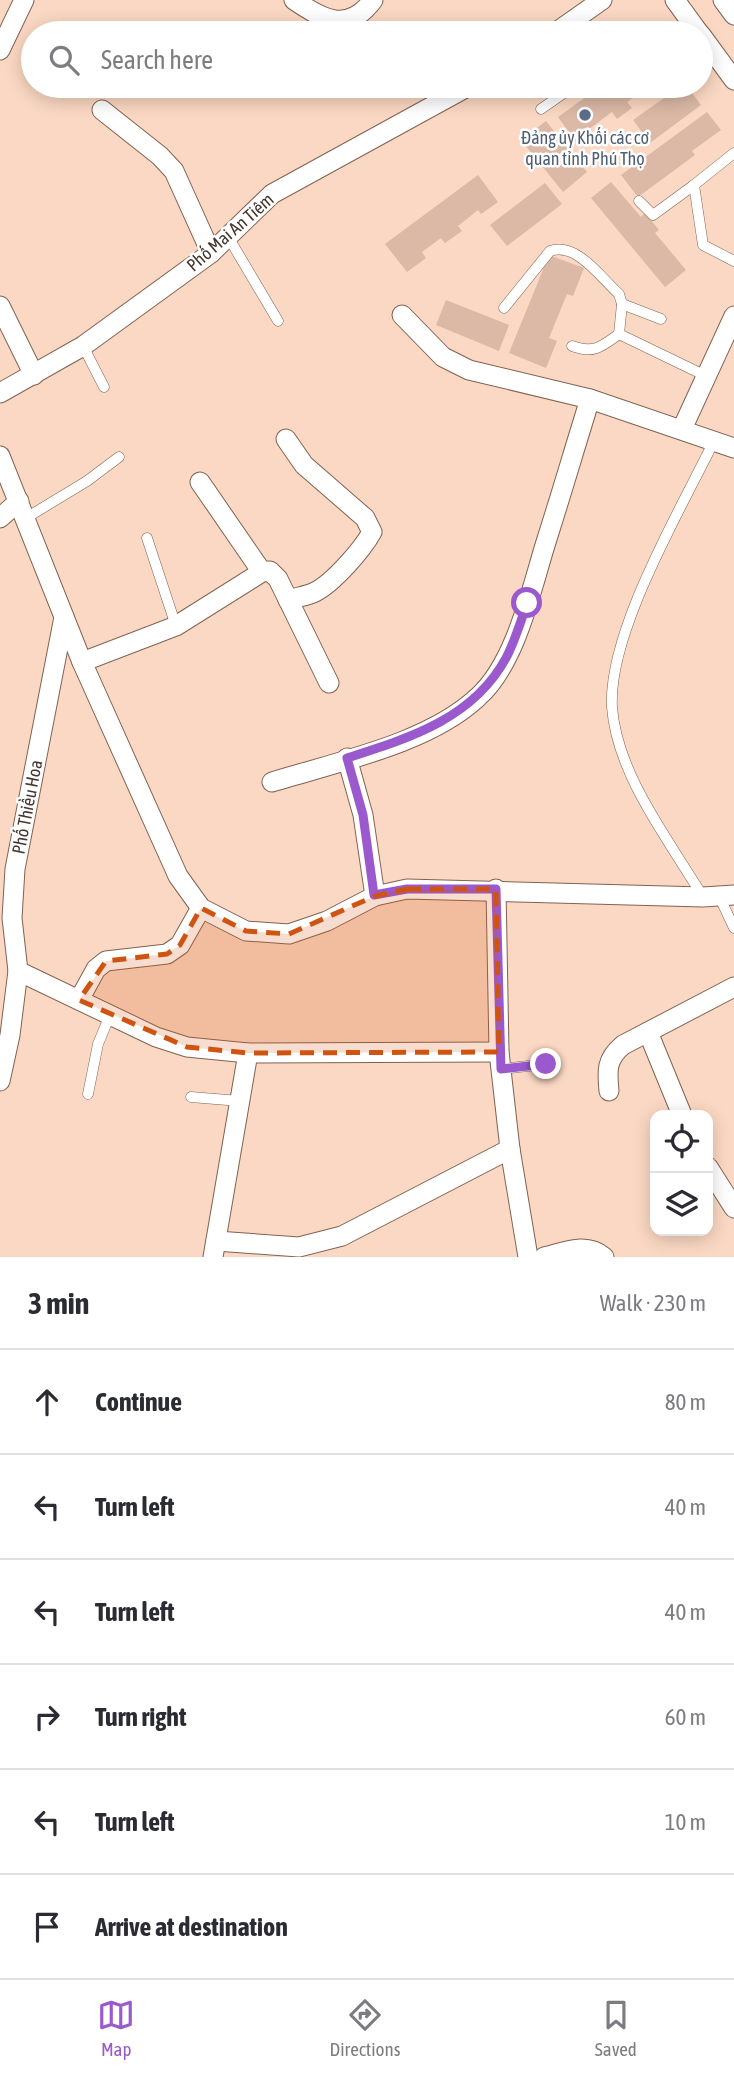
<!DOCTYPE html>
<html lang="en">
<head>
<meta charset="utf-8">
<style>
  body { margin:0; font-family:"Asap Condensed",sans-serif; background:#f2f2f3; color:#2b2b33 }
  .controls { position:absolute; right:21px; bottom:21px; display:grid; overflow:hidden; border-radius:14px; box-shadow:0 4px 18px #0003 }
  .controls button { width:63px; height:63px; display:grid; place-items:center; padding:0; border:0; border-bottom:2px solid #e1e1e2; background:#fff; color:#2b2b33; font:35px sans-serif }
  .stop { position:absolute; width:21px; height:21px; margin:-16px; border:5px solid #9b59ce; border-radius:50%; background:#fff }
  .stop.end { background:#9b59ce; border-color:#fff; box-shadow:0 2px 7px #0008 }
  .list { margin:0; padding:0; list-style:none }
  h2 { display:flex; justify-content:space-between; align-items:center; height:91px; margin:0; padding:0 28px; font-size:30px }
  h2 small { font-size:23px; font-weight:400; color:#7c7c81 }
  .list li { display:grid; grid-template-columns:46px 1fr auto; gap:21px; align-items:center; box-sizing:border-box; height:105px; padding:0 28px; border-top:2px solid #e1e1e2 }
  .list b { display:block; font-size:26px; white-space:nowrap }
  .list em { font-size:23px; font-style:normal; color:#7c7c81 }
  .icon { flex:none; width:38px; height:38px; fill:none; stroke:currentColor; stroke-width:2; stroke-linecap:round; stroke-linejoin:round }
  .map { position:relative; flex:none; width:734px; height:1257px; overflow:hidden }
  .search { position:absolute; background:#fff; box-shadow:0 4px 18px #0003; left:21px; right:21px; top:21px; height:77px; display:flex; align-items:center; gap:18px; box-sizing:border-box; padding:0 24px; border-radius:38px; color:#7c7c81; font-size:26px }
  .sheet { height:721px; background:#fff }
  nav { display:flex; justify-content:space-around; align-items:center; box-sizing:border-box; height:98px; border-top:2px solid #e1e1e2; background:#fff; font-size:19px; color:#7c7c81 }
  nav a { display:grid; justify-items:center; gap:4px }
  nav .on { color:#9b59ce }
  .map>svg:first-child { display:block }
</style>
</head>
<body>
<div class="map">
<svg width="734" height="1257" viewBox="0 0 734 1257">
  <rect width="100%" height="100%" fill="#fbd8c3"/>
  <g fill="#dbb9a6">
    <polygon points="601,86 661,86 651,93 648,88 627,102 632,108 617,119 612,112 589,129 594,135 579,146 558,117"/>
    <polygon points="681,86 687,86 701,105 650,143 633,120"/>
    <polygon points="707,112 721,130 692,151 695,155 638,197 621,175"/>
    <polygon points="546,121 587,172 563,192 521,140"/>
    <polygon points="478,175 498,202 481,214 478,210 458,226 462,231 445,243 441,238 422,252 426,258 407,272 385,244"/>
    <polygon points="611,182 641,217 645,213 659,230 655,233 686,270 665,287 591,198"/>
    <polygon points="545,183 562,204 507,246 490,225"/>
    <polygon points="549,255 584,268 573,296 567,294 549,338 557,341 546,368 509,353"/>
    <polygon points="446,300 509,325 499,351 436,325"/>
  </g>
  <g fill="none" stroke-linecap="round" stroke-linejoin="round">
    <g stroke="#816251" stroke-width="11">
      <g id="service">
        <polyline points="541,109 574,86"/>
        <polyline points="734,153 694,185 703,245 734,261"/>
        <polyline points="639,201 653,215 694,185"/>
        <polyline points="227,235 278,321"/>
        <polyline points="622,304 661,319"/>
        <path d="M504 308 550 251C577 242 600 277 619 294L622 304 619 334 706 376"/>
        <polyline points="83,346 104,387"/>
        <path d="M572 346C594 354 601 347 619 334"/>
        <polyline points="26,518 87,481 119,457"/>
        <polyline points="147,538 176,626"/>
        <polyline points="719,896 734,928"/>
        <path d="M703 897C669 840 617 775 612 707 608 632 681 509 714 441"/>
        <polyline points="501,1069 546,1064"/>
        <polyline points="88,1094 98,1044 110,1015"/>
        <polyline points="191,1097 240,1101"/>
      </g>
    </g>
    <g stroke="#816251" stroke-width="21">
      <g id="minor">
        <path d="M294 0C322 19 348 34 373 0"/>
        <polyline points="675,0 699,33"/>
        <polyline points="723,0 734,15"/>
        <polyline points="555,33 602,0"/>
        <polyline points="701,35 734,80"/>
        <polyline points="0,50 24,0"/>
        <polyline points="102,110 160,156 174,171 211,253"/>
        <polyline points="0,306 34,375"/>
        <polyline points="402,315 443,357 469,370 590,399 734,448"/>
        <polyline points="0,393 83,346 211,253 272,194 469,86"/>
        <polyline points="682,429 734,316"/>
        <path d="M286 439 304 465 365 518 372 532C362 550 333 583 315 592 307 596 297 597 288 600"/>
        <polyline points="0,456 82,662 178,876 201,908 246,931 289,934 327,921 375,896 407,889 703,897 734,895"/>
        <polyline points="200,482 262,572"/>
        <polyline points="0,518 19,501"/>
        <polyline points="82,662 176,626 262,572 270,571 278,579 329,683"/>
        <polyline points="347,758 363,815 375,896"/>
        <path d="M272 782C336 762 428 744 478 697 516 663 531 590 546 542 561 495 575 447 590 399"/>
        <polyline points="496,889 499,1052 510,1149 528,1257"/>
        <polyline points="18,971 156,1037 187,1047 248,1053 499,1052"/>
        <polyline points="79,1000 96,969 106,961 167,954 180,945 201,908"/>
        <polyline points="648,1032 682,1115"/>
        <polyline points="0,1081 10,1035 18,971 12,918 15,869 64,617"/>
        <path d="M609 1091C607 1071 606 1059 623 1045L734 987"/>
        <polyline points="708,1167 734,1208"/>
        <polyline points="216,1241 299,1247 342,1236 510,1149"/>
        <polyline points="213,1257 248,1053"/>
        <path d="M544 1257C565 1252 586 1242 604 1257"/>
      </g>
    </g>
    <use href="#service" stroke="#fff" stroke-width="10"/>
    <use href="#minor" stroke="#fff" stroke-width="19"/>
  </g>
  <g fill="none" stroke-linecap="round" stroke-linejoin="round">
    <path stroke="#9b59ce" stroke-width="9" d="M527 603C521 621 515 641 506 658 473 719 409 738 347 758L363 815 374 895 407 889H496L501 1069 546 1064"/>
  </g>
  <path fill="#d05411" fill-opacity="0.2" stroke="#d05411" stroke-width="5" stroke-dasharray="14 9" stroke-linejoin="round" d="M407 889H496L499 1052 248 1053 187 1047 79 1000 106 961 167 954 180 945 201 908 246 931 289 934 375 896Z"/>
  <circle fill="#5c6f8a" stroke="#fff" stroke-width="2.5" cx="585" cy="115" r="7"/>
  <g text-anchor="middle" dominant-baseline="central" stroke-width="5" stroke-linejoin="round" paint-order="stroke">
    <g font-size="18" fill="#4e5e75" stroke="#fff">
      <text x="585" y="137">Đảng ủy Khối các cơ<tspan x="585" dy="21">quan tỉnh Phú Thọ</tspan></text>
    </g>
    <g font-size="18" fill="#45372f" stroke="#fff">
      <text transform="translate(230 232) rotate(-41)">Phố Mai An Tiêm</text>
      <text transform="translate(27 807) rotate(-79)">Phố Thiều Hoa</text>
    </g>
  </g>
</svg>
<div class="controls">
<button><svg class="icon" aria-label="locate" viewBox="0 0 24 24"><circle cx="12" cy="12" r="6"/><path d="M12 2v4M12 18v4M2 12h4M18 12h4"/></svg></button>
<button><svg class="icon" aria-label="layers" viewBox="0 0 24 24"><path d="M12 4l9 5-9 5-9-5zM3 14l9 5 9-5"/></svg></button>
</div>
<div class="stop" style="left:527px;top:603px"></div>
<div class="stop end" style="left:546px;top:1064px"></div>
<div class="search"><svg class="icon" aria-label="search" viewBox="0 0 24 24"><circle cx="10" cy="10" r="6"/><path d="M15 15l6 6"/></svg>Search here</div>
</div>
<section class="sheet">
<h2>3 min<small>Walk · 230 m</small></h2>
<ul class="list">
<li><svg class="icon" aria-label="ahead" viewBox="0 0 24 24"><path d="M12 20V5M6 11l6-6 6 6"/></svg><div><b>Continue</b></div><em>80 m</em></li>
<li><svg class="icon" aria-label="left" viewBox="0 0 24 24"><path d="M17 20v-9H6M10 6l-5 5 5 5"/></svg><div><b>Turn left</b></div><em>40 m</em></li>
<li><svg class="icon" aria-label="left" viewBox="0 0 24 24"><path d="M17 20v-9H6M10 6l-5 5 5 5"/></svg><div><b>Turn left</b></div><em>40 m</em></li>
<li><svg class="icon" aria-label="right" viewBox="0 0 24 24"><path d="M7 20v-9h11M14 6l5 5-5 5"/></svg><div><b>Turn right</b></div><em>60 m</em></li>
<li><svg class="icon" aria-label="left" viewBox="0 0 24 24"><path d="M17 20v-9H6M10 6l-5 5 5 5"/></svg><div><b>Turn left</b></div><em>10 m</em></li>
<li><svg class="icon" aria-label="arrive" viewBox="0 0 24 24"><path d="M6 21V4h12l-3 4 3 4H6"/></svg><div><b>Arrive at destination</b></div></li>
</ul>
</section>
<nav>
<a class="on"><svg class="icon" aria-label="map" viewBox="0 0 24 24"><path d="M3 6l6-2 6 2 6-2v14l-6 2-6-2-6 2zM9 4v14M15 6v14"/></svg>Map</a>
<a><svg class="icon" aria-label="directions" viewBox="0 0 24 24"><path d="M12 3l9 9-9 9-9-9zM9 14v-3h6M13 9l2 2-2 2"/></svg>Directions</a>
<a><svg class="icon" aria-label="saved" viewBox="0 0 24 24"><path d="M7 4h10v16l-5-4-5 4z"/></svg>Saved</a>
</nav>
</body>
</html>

________________

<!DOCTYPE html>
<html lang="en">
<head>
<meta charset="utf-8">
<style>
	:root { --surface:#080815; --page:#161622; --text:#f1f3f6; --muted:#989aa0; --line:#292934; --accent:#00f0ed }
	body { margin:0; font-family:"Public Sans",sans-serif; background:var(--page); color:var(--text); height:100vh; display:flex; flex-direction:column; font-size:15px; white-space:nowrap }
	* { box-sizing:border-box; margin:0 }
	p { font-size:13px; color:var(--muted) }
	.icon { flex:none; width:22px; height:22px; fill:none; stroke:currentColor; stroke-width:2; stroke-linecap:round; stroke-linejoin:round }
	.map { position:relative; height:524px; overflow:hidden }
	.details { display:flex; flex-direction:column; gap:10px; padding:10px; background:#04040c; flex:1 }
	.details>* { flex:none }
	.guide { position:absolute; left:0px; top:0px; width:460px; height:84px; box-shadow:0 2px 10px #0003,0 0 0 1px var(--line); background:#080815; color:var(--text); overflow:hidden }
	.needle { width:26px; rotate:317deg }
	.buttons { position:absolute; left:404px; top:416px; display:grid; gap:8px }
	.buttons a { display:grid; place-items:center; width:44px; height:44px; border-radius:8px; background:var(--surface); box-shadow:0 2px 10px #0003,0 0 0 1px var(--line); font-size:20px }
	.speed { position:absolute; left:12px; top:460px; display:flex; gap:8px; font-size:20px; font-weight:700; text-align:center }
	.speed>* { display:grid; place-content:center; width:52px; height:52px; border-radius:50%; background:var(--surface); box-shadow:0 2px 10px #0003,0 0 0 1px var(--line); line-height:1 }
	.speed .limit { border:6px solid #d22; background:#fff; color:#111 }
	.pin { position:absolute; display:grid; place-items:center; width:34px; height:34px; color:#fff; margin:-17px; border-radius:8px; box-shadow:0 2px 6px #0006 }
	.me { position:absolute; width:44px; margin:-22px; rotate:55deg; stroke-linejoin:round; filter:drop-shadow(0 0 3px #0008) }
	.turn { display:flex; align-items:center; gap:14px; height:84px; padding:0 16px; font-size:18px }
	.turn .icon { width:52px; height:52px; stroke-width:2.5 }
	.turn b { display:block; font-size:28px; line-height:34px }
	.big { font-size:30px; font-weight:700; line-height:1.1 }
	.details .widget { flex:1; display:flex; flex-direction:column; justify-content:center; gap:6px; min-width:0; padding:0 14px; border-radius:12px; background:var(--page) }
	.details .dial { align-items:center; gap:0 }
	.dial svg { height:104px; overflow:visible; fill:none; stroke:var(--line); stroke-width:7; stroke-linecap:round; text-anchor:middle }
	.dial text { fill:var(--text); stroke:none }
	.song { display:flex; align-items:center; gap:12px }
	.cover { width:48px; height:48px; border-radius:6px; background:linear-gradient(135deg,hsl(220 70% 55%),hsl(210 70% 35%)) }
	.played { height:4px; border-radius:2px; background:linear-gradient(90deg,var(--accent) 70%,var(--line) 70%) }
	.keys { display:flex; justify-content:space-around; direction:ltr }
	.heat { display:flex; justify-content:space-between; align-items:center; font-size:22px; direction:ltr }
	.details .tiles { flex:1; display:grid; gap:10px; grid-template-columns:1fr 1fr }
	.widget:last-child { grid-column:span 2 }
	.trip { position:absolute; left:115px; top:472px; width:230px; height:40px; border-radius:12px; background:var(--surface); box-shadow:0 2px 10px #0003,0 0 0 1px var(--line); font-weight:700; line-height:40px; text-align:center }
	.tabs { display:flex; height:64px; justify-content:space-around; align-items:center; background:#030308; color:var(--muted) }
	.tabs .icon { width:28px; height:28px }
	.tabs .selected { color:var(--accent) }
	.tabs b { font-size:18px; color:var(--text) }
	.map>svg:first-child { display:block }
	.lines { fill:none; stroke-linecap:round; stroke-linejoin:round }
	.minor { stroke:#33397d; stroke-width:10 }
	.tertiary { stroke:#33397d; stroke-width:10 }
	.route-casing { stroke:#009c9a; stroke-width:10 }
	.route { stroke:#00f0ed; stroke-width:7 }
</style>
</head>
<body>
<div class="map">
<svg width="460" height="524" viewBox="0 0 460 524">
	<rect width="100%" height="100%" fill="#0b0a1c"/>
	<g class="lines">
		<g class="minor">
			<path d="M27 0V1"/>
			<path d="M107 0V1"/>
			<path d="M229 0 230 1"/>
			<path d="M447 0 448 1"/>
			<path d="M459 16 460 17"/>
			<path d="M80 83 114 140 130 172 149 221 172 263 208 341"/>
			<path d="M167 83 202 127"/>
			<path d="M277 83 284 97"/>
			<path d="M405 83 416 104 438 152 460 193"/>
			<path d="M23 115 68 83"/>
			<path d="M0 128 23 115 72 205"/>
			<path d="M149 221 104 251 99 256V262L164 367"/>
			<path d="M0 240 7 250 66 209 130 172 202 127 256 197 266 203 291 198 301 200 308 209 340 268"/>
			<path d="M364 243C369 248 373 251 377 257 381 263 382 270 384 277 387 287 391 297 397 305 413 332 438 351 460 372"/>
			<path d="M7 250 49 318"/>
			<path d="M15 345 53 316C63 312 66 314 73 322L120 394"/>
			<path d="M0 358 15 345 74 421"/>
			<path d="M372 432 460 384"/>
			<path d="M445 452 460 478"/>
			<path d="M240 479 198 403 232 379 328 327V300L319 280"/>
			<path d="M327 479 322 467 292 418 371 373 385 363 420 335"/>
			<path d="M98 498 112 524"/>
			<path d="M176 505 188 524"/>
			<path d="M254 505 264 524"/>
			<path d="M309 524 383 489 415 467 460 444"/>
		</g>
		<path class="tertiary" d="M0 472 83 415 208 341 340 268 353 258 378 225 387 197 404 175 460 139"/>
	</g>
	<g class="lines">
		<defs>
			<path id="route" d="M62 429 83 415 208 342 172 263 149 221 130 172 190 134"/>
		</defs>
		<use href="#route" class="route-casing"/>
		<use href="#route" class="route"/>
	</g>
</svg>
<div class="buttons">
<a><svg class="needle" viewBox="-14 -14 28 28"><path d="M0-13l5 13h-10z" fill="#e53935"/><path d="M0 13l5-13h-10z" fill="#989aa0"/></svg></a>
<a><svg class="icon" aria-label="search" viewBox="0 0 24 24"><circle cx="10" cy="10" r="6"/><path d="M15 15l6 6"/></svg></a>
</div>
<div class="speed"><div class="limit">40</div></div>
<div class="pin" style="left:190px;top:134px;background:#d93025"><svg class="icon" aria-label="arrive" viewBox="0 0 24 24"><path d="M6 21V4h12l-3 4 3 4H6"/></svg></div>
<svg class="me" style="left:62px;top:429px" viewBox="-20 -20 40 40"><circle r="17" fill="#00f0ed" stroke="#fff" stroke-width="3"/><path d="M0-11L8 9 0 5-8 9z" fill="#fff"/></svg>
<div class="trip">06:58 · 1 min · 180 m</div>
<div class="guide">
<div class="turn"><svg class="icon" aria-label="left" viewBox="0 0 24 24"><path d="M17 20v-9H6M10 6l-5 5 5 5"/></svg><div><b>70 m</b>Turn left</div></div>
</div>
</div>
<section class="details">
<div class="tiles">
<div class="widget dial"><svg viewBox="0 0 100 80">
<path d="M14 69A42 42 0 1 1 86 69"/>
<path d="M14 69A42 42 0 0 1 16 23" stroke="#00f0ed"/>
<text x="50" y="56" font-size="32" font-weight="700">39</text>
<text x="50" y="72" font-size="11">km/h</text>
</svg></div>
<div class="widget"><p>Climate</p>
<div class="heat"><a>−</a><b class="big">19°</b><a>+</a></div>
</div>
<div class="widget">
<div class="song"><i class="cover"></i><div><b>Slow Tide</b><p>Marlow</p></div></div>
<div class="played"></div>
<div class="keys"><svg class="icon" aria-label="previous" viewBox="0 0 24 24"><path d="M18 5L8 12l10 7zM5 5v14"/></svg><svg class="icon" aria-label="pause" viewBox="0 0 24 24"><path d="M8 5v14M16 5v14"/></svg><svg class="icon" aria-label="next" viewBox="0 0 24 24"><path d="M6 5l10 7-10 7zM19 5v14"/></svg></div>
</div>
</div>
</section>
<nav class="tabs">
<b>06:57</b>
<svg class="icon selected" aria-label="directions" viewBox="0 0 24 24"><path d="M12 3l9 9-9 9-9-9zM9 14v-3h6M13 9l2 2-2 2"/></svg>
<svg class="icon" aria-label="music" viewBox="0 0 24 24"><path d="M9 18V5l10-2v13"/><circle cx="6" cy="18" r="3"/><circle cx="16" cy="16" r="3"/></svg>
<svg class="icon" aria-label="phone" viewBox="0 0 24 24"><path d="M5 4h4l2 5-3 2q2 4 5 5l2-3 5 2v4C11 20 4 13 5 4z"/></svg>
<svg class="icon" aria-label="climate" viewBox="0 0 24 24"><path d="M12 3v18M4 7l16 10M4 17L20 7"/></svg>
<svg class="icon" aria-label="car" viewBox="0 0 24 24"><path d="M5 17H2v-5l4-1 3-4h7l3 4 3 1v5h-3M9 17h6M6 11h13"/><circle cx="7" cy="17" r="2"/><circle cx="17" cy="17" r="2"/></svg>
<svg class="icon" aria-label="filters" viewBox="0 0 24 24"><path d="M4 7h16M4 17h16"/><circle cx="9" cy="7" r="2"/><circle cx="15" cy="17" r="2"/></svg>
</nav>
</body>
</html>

________________

■ WORK ITEM: Within the records above, each line containing "bottom" is to be returned.

■ SOLVED PROBLEM:
  .controls { position:absolute; right:21px; bottom:21px; display:grid; overflow:hidden; border-radius:14px; box-shadow:0 4px 18px #0003 }
  .controls button { width:63px; height:63px; display:grid; place-items:center; padding:0; border:0; border-bottom:2px solid #e1e1e2; background:#fff; color:#2b2b33; font:35px sans-serif }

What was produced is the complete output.